Ghanaian News

EOCO recovers close to ¢100m from criminal activities

The Economic and organised Crime Office (EOCO) has recovered ¢99,165,369.29 being proceeds of crime between 2014 and March 2019.

Commissioner of Police (COP) Frank Adu-Poku (Rtd.), the Executive Director of EOCO, announced this at the organisation’s maiden national stakeholders’ forum in Accra,

Mr Adu-Poku said those were resources which otherwise would have been dissipated and lost to the State.

The forum formed part of EOCO’s efforts to deepen stakeholders’ understanding of its operations and to provide the opportunity for constructive review and evaluation of the institution since its inception.

The forum, under the theme, “Combating Organised Crime in Ghana: A shared Responsibility” was also to interact with stakeholders and share information on cases investigated, prosecutions and convictions obtained as well as recoveries and confiscations made.

It was sponsored by the EU-funded Accountability, Rule of Law and Anti-Corruption Programme (ARAP), in partnership with the Ghana Anti-Corruption Coalition (GACC) and Open Society Initiative for West Africa (OSIWA).

EOCO Recovery

COP Adu-Poku said from 2014 to March 2019, EOCO has investigated 1,855 cases involving tax fraud, personation, defrauding by false pretences, money laundering, prohibited cyber activities, bank fraud, payroll fraud and human trafficking.

He said a majority of the cases were centred on prohibited cyber activity including romance scams, where many of the youth engaged their foreign victims online and succeed in ripping them off of huge sums of money, usually in the foreign currencies.

COP Adu-Poku said EOCO has launched a client service charter to further improve the quality of service provided to its clients.

The ARAP Ghana Team Leader, Ms Ana Sanchez, commended EOCO for taking a progressive step to embark on a process of engagement with the citizens without promptings or pressure from any source.

She said the mandate of EOCO as stipulated in the EOCO Act, 2010 (Act 804) is broad and covers both remedial and preventive aspects of crimes including corruption.

“But we are also aware of the Office of the Special Prosecutor (OSP) as one of the main avenues for the fight against corruption.”

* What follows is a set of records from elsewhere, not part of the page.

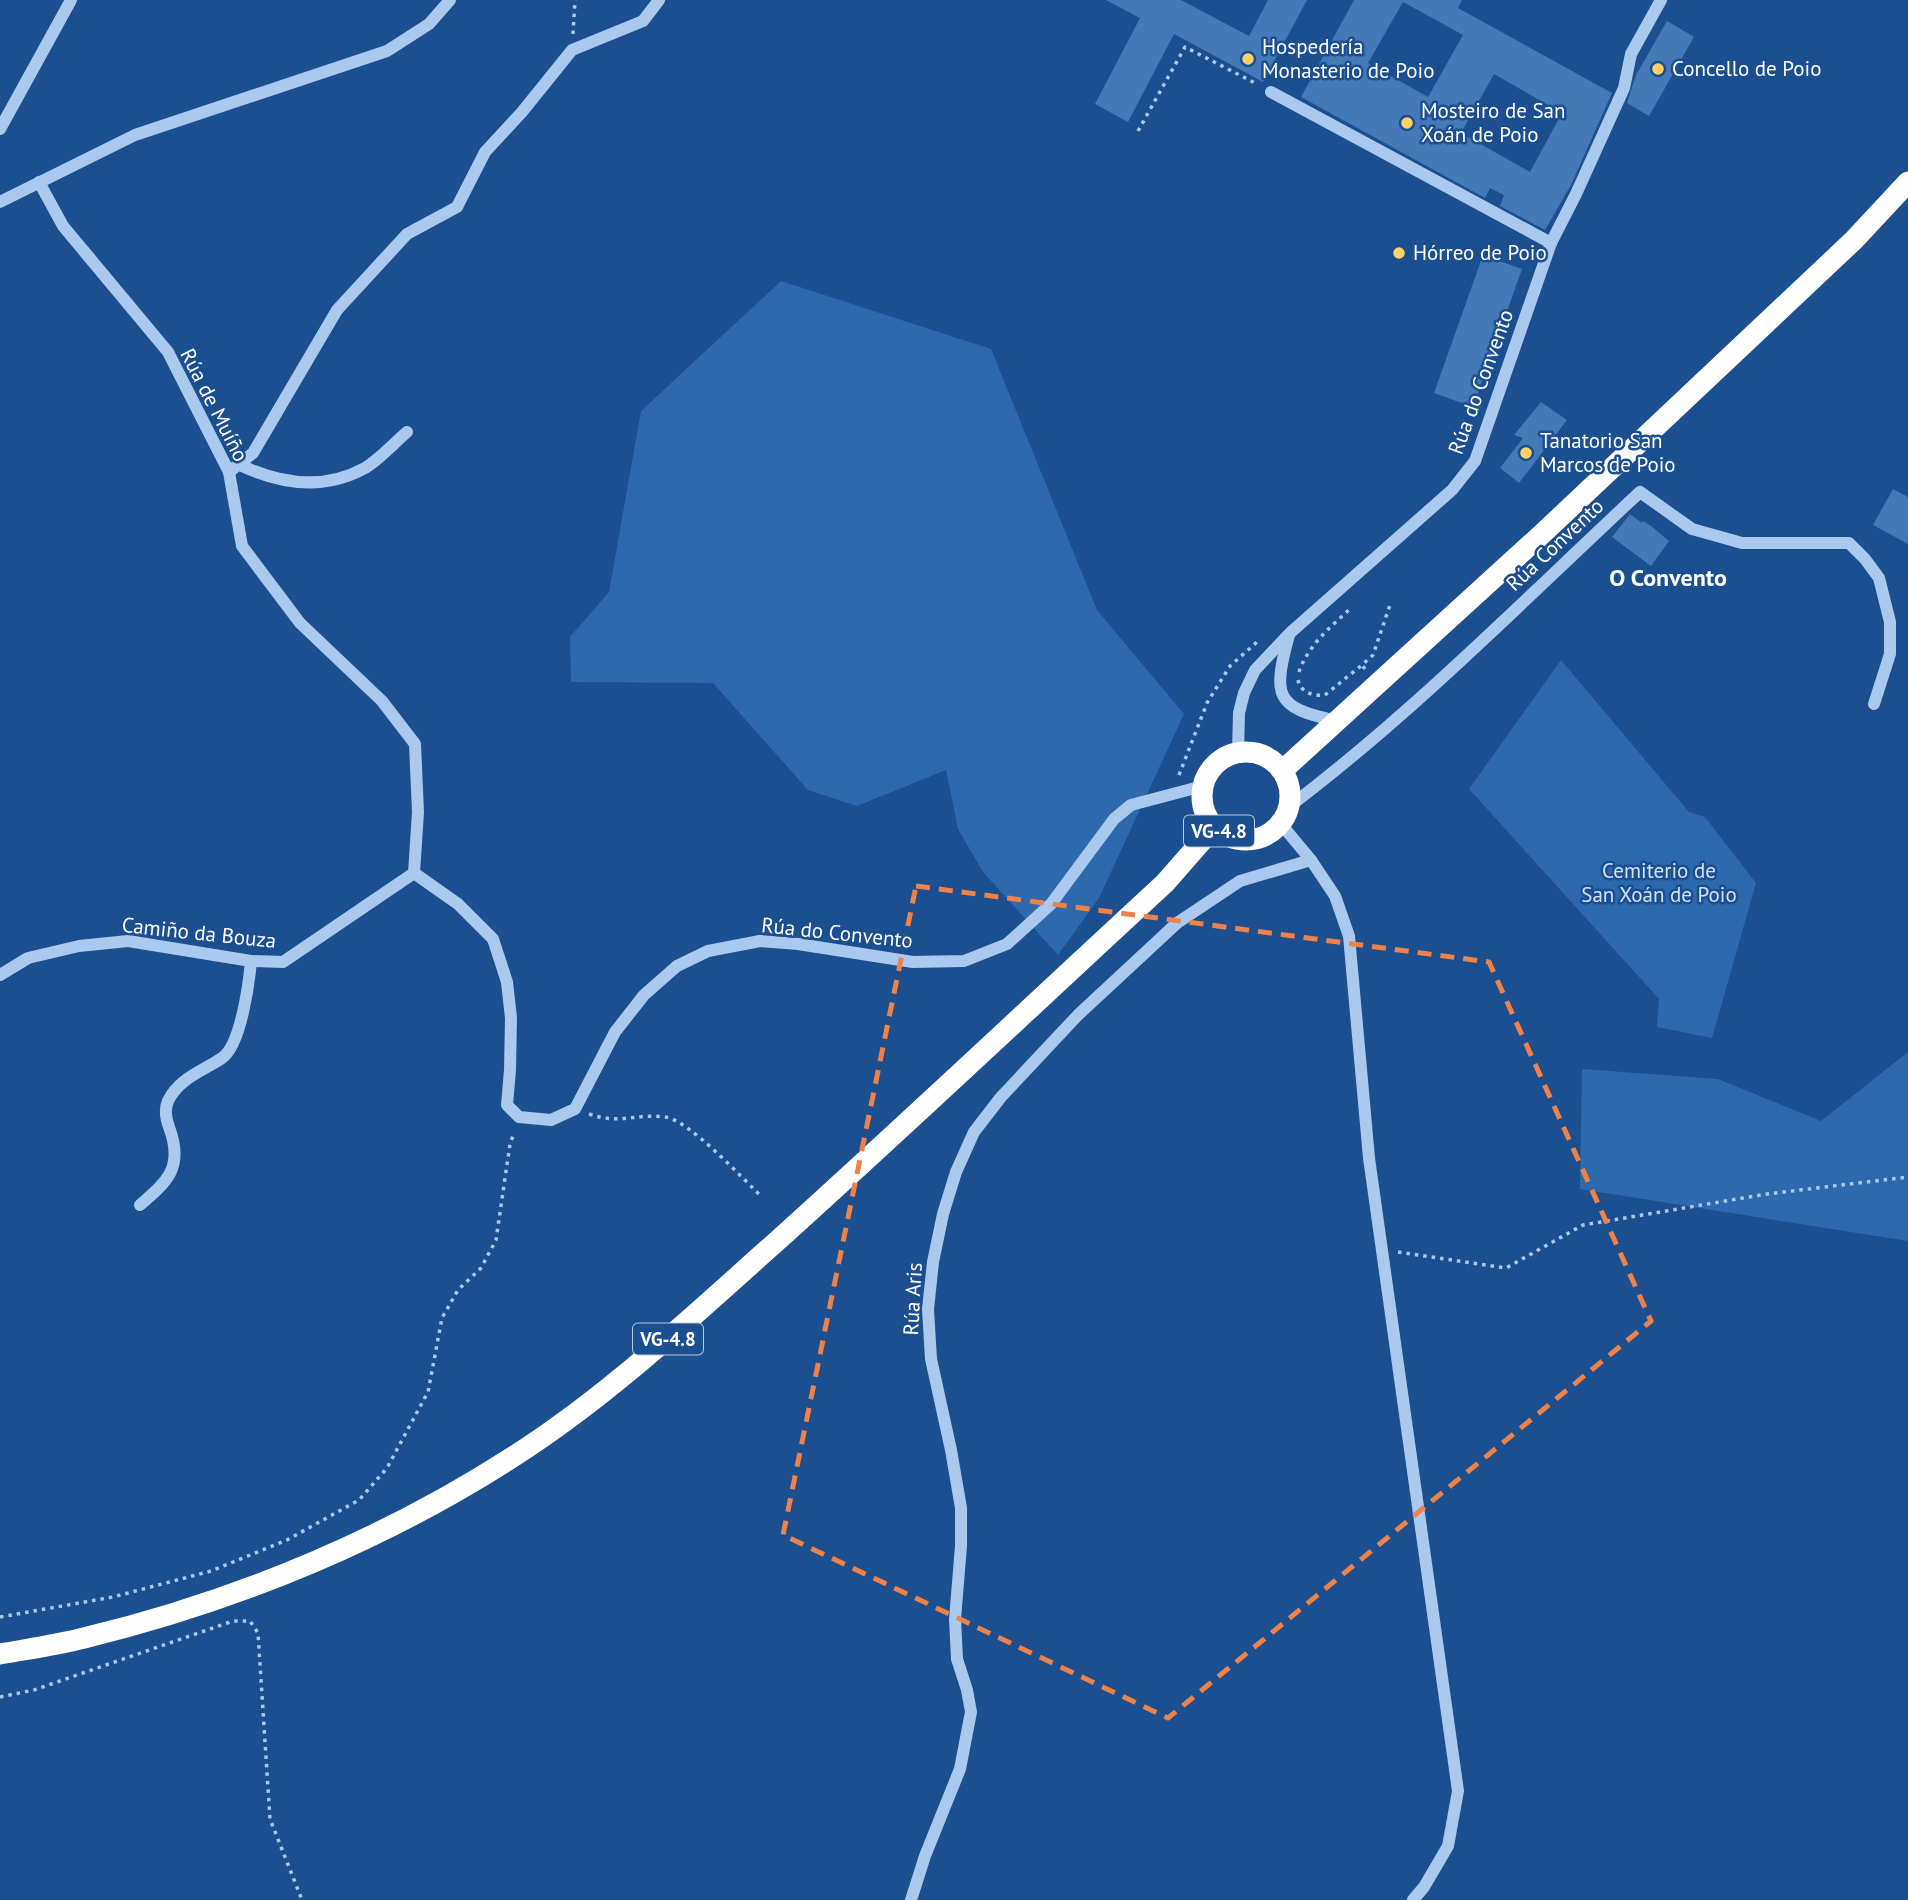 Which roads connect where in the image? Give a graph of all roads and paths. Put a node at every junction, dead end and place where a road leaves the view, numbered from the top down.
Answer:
1 (71, 0) edge
2 (450, 0) edge
3 (575, 0) edge
4 (659, 0) edge
5 (1661, 0) edge
6 (572, 50) junction
7 (1271, 92) joint
8 (0, 129) edge
9 (1138, 131) dead end
10 (38, 182) junction
11 (1908, 182) edge
12 (0, 202) edge
13 (1550, 243) junction
14 (407, 432) dead end
15 (233, 468) junction
16 (1391, 602) dead end
17 (1349, 610) dead end
18 (1290, 633) junction
19 (1362, 665) junction
20 (1379, 684) junction
21 (1874, 704) dead end
22 (1338, 721) junction
23 (1238, 752) junction
24 (1283, 770) junction
25 (1202, 786) junction
26 (1285, 815) junction
27 (1214, 827) junction
28 (1311, 860) junction
29 (414, 873) junction
30 (251, 961) junction
31 (0, 975) edge
32 (575, 1109) junction
33 (519, 1118) junction
34 (1908, 1177) edge
35 (762, 1197) dead end
36 (140, 1205) dead end
37 (1382, 1250) junction
38 (0, 1617) edge
39 (0, 1654) edge
40 (0, 1697) edge
41 (302, 1900) edge
42 (911, 1900) edge
43 (1413, 1900) edge

1 - 8 street
2 - 10 street
3 - 6 path
4 - 6 street
5 - 13 street, Rúa do Convento
6 - 15 street
7 - 9 path
7 - 13 street
10 - 12 street
10 - 15 street, Rúa de Muíño
11 - 20 highway
13 - 18 street, Rúa do Convento
14 - 15 street
15 - 29 street, Rúa de Muíño
16 - 19 path
17 - 19 path
18 - 22 street
18 - 23 street, Rúa do Convento
19 - 20 path
20 - 22 highway
21 - 26 street, Rúa Convento
22 - 24 highway
23 - 24 highway
23 - 25 highway, VG-4.8
24 - 26 highway
25 - 27 highway, VG-4.8
25 - 32 street, Rúa do Convento
26 - 27 highway, VG-4.8
26 - 28 street
27 - 39 highway, VG-4.8
28 - 37 street
28 - 42 street, Rúa Aris
29 - 30 street, Camiño da Bouza
29 - 33 street
30 - 31 street, Camiño da Bouza
30 - 36 street
32 - 33 street
32 - 35 path
33 - 38 path
34 - 37 path
37 - 43 street
40 - 41 path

She, however, said understanding how the mandates of the EOCO and OSP complement and reinforce each other would be helpful, for the public to know how to support EOCO to particularly discharge its crime/corruption prevention mandate.

“It is in this vein that ARAP will in the near future engage the leadership of EOCO on possible opportunities to embark upon an exchange programme to network and learn lessons from sister organisations in other jurisdictions,” she said.

Ms Sanchez said the focus of the engagement could be in the area of learning more about how other organisations have succeeded in the recovery of assets of proceeds of crime.

Dr Franklin Oduro, a member of the Ghana Anti-Corruption Coalition, on behalf of the Board Chairman, Nana Osei Bonsu, said the forum marks EOCO’s commitment to partner the public to address organised crimes and corruption, among others, in the country.

He, therefore, urged the public to collaborate with EOCO by assisting in giving out information to combat all forms of crimes, adding, “whiles the citizens are assisting in that direction, EOCO should also put in measures to protect them”.